Plan visits in advanced:
Josh and I plan all of our visits months in advanced. In August, we planned every visit from August to April. Why? It solidifies your plans to see each other. Now, you can’t plan anything during that time. Even if something does come up, you have to make it work. This will keep your relationship strong because you’re making sure your time together is a priority. Josh and I are both very organized and busy, so planning visits in advanced is beneficial for both of us to make sure we have time for friends, work, and other commitments, too. It’s all about balance.
Keep a countdown:
To coincide with planning ahead, make a countdown in your planner for the next time you’ll see each other. Yes, it’s a little cheesy, but I promise once those double digits turn to single digits, you’ll be happier and happier each day. It’s a little reminder that you will see each once again, and that the distance is always temporary.

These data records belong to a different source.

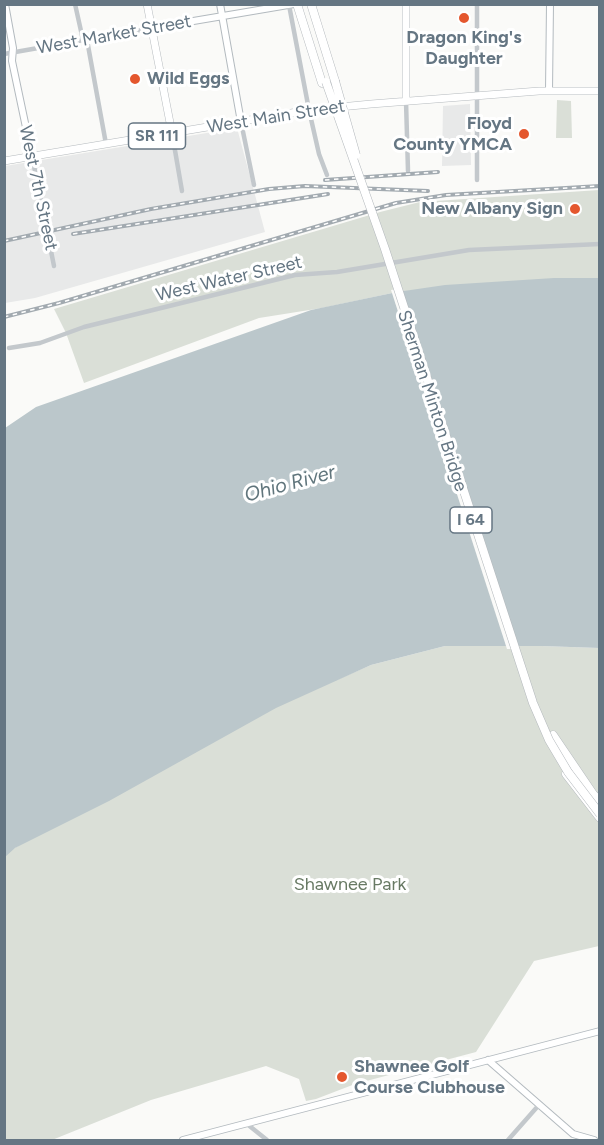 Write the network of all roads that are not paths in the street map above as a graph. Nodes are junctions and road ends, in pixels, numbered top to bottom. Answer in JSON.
{"nodes":[{"id":1,"x":5,"y":4,"type":"edge"},
{"id":2,"x":75,"y":4,"type":"edge"},
{"id":3,"x":147,"y":4,"type":"edge"},
{"id":4,"x":220,"y":4,"type":"edge"},
{"id":5,"x":311,"y":4,"type":"edge"},
{"id":6,"x":406,"y":4,"type":"edge"},
{"id":7,"x":477,"y":4,"type":"edge"},
{"id":8,"x":550,"y":4,"type":"edge"},
{"id":9,"x":295,"y":5,"type":"edge"},
{"id":10,"x":222,"y":16,"type":"junction"},
{"id":11,"x":152,"y":28,"type":"junction"},
{"id":12,"x":85,"y":40,"type":"junction"},
{"id":13,"x":13,"y":52,"type":"junction"},
{"id":14,"x":4,"y":54,"type":"edge"},
{"id":15,"x":324,"y":83,"type":"junction"},
{"id":16,"x":546,"y":91,"type":"junction"},
{"id":17,"x":600,"y":91,"type":"edge"},
{"id":18,"x":476,"y":96,"type":"junction"},
{"id":19,"x":406,"y":101,"type":"junction"},
{"id":20,"x":309,"y":110,"type":"junction"},
{"id":21,"x":241,"y":122,"type":"junction"},
{"id":22,"x":172,"y":133,"type":"junction"},
{"id":23,"x":106,"y":144,"type":"junction"},
{"id":24,"x":32,"y":156,"type":"junction"},
{"id":25,"x":4,"y":161,"type":"edge"},
{"id":26,"x":408,"y":171,"type":"dead end"},
{"id":27,"x":327,"y":175,"type":"dead end"},
{"id":28,"x":477,"y":180,"type":"dead end"},
{"id":29,"x":254,"y":185,"type":"dead end"},
{"id":30,"x":182,"y":191,"type":"dead end"},
{"id":31,"x":600,"y":244,"type":"edge"},
{"id":32,"x":54,"y":266,"type":"dead end"},
{"id":33,"x":9,"y":348,"type":"dead end"},
{"id":34,"x":600,"y":801,"type":"edge"},
{"id":35,"x":600,"y":816,"type":"edge"},
{"id":36,"x":600,"y":1031,"type":"edge"},
{"id":37,"x":488,"y":1060,"type":"junction"},
{"id":38,"x":538,"y":1106,"type":"junction"},
{"id":39,"x":248,"y":1124,"type":"junction"},
{"id":40,"x":575,"y":1137,"type":"edge"},
{"id":41,"x":183,"y":1140,"type":"edge"},
{"id":42,"x":267,"y":1140,"type":"edge"},
{"id":43,"x":508,"y":1140,"type":"edge"},
{"id":44,"x":594,"y":1140,"type":"edge"}],
"edges":[{"from":1,"to":13,"type":"street","name":"West 7th Street"},
{"from":2,"to":12,"type":"street"},
{"from":3,"to":11,"type":"main road"},
{"from":4,"to":10,"type":"street"},
{"from":5,"to":34,"type":"highway","name":"Sherman Minton Bridge","number":"I 64","bridge":true},
{"from":6,"to":19,"type":"main road"},
{"from":7,"to":18,"type":"street"},
{"from":8,"to":16,"type":"street"},
{"from":9,"to":10,"type":"street","name":"West Market Street"},
{"from":9,"to":15,"type":"highway","number":"I 64"},
{"from":9,"to":20,"type":"street"},
{"from":10,"to":11,"type":"street","name":"West Market Street"},
{"from":10,"to":21,"type":"street"},
{"from":11,"to":12,"type":"street","name":"West Market Street"},
{"from":11,"to":22,"type":"main road"},
{"from":12,"to":13,"type":"street","name":"West Market Street"},
{"from":12,"to":23,"type":"street"},
{"from":13,"to":14,"type":"street","name":"West Market Street"},
{"from":13,"to":24,"type":"street","name":"West 7th Street"},
{"from":15,"to":35,"type":"highway","bridge":true},
{"from":15,"to":35,"type":"highway","name":"Sherman Minton Bridge","number":"I 64","bridge":true},
{"from":16,"to":17,"type":"main road","name":"West Main Street"},
{"from":16,"to":18,"type":"main road","name":"West Main Street","number":"SR 111"},
{"from":18,"to":19,"type":"main road","name":"West Main Street","number":"SR 111"},
{"from":18,"to":28,"type":"street"},
{"from":19,"to":20,"type":"main road","name":"West Main Street","number":"SR 111"},
{"from":19,"to":26,"type":"street"},
{"from":20,"to":21,"type":"main road","name":"West Main Street","number":"SR 111"},
{"from":20,"to":27,"type":"street"},
{"from":21,"to":22,"type":"main road","name":"West Main Street","number":"SR 111"},
{"from":21,"to":29,"type":"street"},
{"from":22,"to":23,"type":"main road","name":"West Main Street","number":"SR 111"},
{"from":22,"to":30,"type":"street"},
{"from":23,"to":24,"type":"main road","name":"West Main Street","number":"SR 111"},
{"from":24,"to":25,"type":"main road","name":"West Main Street","number":"SR 111"},
{"from":24,"to":32,"type":"street","name":"West 7th Street"},
{"from":31,"to":33,"type":"street","name":"West Water Street"},
{"from":36,"to":37,"type":"street"},
{"from":37,"to":38,"type":"street"},
{"from":37,"to":39,"type":"street"},
{"from":38,"to":40,"type":"street"},
{"from":38,"to":43,"type":"street"},
{"from":39,"to":41,"type":"street"},
{"from":39,"to":42,"type":"street"},
{"from":40,"to":44,"type":"street"}]}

Make your phone dates meaningful:
Because the majority of your relationship is through a phone, you find yourself lost for words, and your phone conversations consist of listening to the other person breathing while you’re both working on separate things. It’s important to make sure you set aside time when you can focus on a conversation just like you would if you were on a date. You don’t want to sit there in silence. Talk about what’s happening in the world, or what happened during your day. You’ll find it easier to get the conversation going and you’ll end up talking for hours.
You need to give 100% Every. Single. Day:
I can’t stress this point enough. If you or your partner don’t make an effort, it will never work. You need to go into a LDR realizing that you will spend a good portion of your energy talking, scheduling time in your day to make sure you can talk, getting work done in advanced before a visit, etc. Your relationship will not work unless both of you work. It’s that simple. I feel like many people don’t take this into consideration, but having a long distance relationship is all consuming. It needs effort, time and love in order to flourish.

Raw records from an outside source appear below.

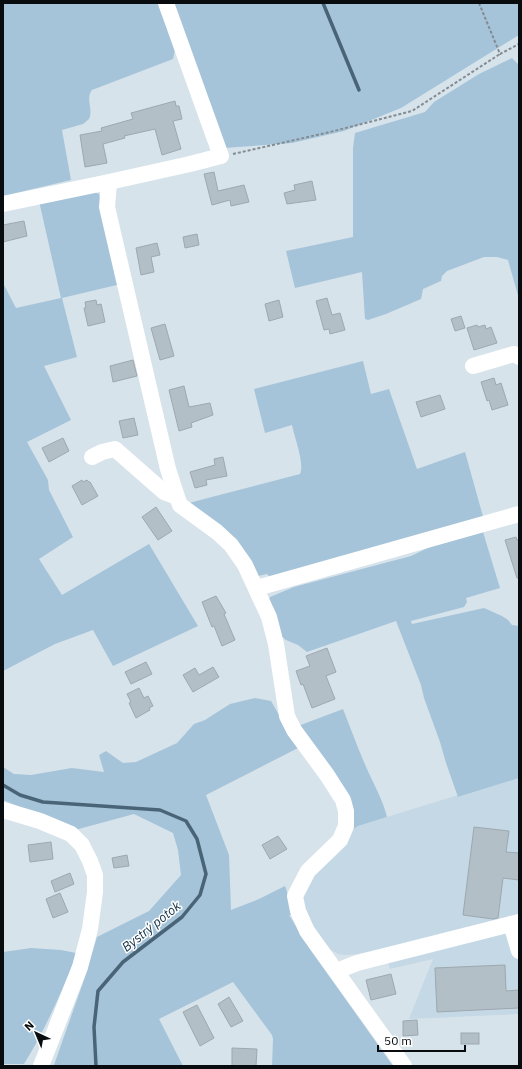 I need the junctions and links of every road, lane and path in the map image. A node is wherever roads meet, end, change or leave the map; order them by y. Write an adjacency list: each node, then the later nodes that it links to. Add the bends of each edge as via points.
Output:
1 (166, 3): 5 (street)
2 (479, 3): 4 (path)
3 (519, 44): 4 (path)
4 (500, 54): 5 (path, via 412,111)
5 (221, 156): 6 (street)
6 (108, 182): 7 (street); 11 (street, via 107,207 168,469)
7 (3, 204)
8 (519, 357): 9 (street, via 514,354)
9 (473, 366)
10 (92, 457): 11 (street, via 115,449 164,492)
11 (177, 497): 13 (street, via 180,505 232,545)
12 (519, 514): 13 (street)
13 (257, 588): 17 (street, via 269,617 276,644 287,716 294,730 336,787 346,811 346,826 340,840 308,872 295,896 298,911 307,931)
14 (3, 810): 18 (street, via 71,834 82,845 95,876 90,929 80,967)
15 (515, 923): 16 (street); 17 (street, via 357,963)
16 (519, 951)
17 (337, 971): 19 (street)
18 (41, 1066)
19 (404, 1066)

Be honest when you’re struggling:
Some days, you’re going to have a bad day, and you want to cry because there’s nothing more in the world you want than to cuddle up next to your partner and have them make you feel better. Some days, you’re going to be sad because you wish you were together. It’s completely normal. But you need to be honest and open about when you’re struggling, so you can work through it together. Strong relationships are built during the challenging moments, and you’ll come out of it stronger than ever.
Have a “date” in mind:
One of the things you should talk about early on in your LDR is your end date. By this, I mean when you plan on not being long distance anymore. For Josh and me, we planned from the very beginning that summer 2016 is our end date (depending on moving time, house hunting, etc.) This is important because you need an end goal. Without your end date, you don’t have that commitment to move forward together. And if you’re not moving forward, what is your plan?
(Misc. tip) Watch a show together:
This might seem lame, but I swear it brings a lot of happiness. Josh and I pick a show to watch on Netflix, but we can only watch it together. So, on a free evening before bed, we will FaceTime each other, get Netflix all ready, and hit “play” at the same time to watch the show. I love this because it makes us feel like a normal couple who lives together and watch TV. It gives you an activity to do when you’re not together. You’ll love having your show that’s only for you and your partner.
If you’re in a long distance relationship, I completely understand what you’re feeling. There are times where you feel confused, scared, sad and wondering what the future has in store for your relationship. Just remember that distance DOES make the heart grow fonder, and you will have a whole new appreciation for your partner during this experience.